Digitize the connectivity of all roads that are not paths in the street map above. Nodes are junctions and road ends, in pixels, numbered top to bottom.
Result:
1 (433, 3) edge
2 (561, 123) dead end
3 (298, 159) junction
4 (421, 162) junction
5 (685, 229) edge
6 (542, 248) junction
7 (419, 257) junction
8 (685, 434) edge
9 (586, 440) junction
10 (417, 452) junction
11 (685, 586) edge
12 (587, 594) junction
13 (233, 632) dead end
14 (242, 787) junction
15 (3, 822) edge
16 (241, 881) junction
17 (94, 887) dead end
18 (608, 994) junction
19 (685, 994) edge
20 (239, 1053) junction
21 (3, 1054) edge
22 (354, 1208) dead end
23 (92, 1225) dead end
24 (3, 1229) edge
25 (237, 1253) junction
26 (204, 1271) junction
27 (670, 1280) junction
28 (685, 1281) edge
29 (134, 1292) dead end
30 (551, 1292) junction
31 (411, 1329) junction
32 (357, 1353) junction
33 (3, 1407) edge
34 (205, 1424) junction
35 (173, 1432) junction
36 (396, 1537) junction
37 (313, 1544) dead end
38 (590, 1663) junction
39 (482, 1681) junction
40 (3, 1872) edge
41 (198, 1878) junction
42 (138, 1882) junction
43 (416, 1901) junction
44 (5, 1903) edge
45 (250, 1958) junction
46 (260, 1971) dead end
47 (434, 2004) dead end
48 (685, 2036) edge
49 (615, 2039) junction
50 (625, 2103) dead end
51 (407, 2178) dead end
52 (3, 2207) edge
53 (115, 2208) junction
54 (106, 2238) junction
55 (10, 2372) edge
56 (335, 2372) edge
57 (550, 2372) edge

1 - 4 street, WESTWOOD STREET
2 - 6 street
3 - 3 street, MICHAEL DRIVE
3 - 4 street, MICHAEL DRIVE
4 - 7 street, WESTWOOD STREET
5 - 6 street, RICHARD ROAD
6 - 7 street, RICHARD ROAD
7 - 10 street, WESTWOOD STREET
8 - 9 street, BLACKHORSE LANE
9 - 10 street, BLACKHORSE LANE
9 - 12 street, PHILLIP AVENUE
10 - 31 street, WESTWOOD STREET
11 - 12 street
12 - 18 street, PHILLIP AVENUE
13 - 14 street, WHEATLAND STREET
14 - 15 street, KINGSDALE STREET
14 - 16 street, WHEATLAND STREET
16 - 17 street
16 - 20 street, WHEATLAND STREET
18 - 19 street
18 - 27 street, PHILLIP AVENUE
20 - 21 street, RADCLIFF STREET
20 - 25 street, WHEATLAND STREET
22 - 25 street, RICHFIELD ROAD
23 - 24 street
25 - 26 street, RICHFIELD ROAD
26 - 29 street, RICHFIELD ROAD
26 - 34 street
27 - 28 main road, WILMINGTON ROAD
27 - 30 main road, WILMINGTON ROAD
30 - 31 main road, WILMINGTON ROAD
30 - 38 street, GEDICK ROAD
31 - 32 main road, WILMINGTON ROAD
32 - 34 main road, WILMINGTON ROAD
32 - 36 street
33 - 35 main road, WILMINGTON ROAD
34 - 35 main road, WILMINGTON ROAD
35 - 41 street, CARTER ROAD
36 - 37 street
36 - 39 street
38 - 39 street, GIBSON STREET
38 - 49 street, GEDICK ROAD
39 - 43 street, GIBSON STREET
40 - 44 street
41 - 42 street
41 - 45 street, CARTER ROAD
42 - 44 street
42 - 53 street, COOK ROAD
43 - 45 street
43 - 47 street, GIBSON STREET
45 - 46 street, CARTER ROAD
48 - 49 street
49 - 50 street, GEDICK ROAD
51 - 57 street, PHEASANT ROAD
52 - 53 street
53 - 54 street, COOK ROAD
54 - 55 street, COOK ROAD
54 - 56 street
* * * * * * * * *
* **What you should do**:
Word for word, set down each line of the material.

* **Task response**:
Digitize the connectivity of all roads that are not paths in the street map above. Nodes are junctions and road ends, in pixels, numbered top to bottom.
Result:
1 (433, 3) edge
2 (561, 123) dead end
3 (298, 159) junction
4 (421, 162) junction
5 (685, 229) edge
6 (542, 248) junction
7 (419, 257) junction
8 (685, 434) edge
9 (586, 440) junction
10 (417, 452) junction
11 (685, 586) edge
12 (587, 594) junction
13 (233, 632) dead end
14 (242, 787) junction
15 (3, 822) edge
16 (241, 881) junction
17 (94, 887) dead end
18 (608, 994) junction
19 (685, 994) edge
20 (239, 1053) junction
21 (3, 1054) edge
22 (354, 1208) dead end
23 (92, 1225) dead end
24 (3, 1229) edge
25 (237, 1253) junction
26 (204, 1271) junction
27 (670, 1280) junction
28 (685, 1281) edge
29 (134, 1292) dead end
30 (551, 1292) junction
31 (411, 1329) junction
32 (357, 1353) junction
33 (3, 1407) edge
34 (205, 1424) junction
35 (173, 1432) junction
36 (396, 1537) junction
37 (313, 1544) dead end
38 (590, 1663) junction
39 (482, 1681) junction
40 (3, 1872) edge
41 (198, 1878) junction
42 (138, 1882) junction
43 (416, 1901) junction
44 (5, 1903) edge
45 (250, 1958) junction
46 (260, 1971) dead end
47 (434, 2004) dead end
48 (685, 2036) edge
49 (615, 2039) junction
50 (625, 2103) dead end
51 (407, 2178) dead end
52 (3, 2207) edge
53 (115, 2208) junction
54 (106, 2238) junction
55 (10, 2372) edge
56 (335, 2372) edge
57 (550, 2372) edge

1 - 4 street, WESTWOOD STREET
2 - 6 street
3 - 3 street, MICHAEL DRIVE
3 - 4 street, MICHAEL DRIVE
4 - 7 street, WESTWOOD STREET
5 - 6 street, RICHARD ROAD
6 - 7 street, RICHARD ROAD
7 - 10 street, WESTWOOD STREET
8 - 9 street, BLACKHORSE LANE
9 - 10 street, BLACKHORSE LANE
9 - 12 street, PHILLIP AVENUE
10 - 31 street, WESTWOOD STREET
11 - 12 street
12 - 18 street, PHILLIP AVENUE
13 - 14 street, WHEATLAND STREET
14 - 15 street, KINGSDALE STREET
14 - 16 street, WHEATLAND STREET
16 - 17 street
16 - 20 street, WHEATLAND STREET
18 - 19 street
18 - 27 street, PHILLIP AVENUE
20 - 21 street, RADCLIFF STREET
20 - 25 street, WHEATLAND STREET
22 - 25 street, RICHFIELD ROAD
23 - 24 street
25 - 26 street, RICHFIELD ROAD
26 - 29 street, RICHFIELD ROAD
26 - 34 street
27 - 28 main road, WILMINGTON ROAD
27 - 30 main road, WILMINGTON ROAD
30 - 31 main road, WILMINGTON ROAD
30 - 38 street, GEDICK ROAD
31 - 32 main road, WILMINGTON ROAD
32 - 34 main road, WILMINGTON ROAD
32 - 36 street
33 - 35 main road, WILMINGTON ROAD
34 - 35 main road, WILMINGTON ROAD
35 - 41 street, CARTER ROAD
36 - 37 street
36 - 39 street
38 - 39 street, GIBSON STREET
38 - 49 street, GEDICK ROAD
39 - 43 street, GIBSON STREET
40 - 44 street
41 - 42 street
41 - 45 street, CARTER ROAD
42 - 44 street
42 - 53 street, COOK ROAD
43 - 45 street
43 - 47 street, GIBSON STREET
45 - 46 street, CARTER ROAD
48 - 49 street
49 - 50 street, GEDICK ROAD
51 - 57 street, PHEASANT ROAD
52 - 53 street
53 - 54 street, COOK ROAD
54 - 55 street, COOK ROAD
54 - 56 street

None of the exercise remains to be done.